═════ Extracted entries

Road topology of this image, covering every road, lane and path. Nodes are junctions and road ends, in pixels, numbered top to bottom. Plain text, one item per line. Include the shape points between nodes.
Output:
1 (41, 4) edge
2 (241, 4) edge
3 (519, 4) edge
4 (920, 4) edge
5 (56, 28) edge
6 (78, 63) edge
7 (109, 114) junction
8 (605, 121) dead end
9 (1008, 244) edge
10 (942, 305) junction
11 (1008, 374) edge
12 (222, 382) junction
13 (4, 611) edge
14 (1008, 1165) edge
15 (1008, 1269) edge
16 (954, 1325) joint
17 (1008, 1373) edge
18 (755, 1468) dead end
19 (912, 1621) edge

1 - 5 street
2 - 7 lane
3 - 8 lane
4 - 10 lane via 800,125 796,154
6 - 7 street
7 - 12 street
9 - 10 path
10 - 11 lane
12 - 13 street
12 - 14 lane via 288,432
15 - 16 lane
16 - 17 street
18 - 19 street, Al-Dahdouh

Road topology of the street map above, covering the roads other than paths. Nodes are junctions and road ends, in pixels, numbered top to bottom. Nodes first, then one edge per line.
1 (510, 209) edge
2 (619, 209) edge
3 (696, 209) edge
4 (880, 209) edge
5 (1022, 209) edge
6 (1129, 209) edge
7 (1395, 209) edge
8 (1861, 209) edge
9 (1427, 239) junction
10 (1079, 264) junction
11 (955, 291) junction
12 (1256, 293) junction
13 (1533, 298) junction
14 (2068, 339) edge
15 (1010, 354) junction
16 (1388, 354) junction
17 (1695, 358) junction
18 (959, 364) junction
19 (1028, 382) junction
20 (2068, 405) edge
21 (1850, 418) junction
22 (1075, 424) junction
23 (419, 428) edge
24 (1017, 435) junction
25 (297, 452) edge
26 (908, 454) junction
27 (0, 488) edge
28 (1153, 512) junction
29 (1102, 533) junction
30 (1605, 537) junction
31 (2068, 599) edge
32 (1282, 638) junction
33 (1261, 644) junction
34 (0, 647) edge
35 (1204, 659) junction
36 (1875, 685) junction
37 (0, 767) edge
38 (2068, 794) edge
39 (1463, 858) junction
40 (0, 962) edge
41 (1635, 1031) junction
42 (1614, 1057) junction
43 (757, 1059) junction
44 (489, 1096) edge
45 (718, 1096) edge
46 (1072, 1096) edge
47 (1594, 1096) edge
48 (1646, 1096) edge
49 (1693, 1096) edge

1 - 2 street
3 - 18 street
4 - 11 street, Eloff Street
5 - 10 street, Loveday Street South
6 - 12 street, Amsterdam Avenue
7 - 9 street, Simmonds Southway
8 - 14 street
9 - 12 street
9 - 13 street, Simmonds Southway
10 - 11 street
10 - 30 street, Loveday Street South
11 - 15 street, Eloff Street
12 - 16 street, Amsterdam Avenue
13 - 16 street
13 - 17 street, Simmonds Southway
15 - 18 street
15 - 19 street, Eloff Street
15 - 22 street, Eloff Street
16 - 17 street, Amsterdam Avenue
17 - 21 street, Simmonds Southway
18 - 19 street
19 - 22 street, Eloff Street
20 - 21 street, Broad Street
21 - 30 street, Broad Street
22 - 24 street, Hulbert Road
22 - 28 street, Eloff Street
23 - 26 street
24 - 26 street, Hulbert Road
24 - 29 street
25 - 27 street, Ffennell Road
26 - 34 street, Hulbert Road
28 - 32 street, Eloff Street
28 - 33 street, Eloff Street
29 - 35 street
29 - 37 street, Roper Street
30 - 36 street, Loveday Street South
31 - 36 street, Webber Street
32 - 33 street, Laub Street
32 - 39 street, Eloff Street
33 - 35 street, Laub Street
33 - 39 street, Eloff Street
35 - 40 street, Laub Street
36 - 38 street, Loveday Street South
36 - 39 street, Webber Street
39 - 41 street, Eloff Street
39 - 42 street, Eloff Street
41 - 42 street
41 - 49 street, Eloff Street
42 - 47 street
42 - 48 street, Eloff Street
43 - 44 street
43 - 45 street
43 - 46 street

══════════

# Work task
Each line in the data that holds the string "Avenue" must be returned.

# Task response
6 - 12 street, Amsterdam Avenue
12 - 16 street, Amsterdam Avenue
16 - 17 street, Amsterdam Avenue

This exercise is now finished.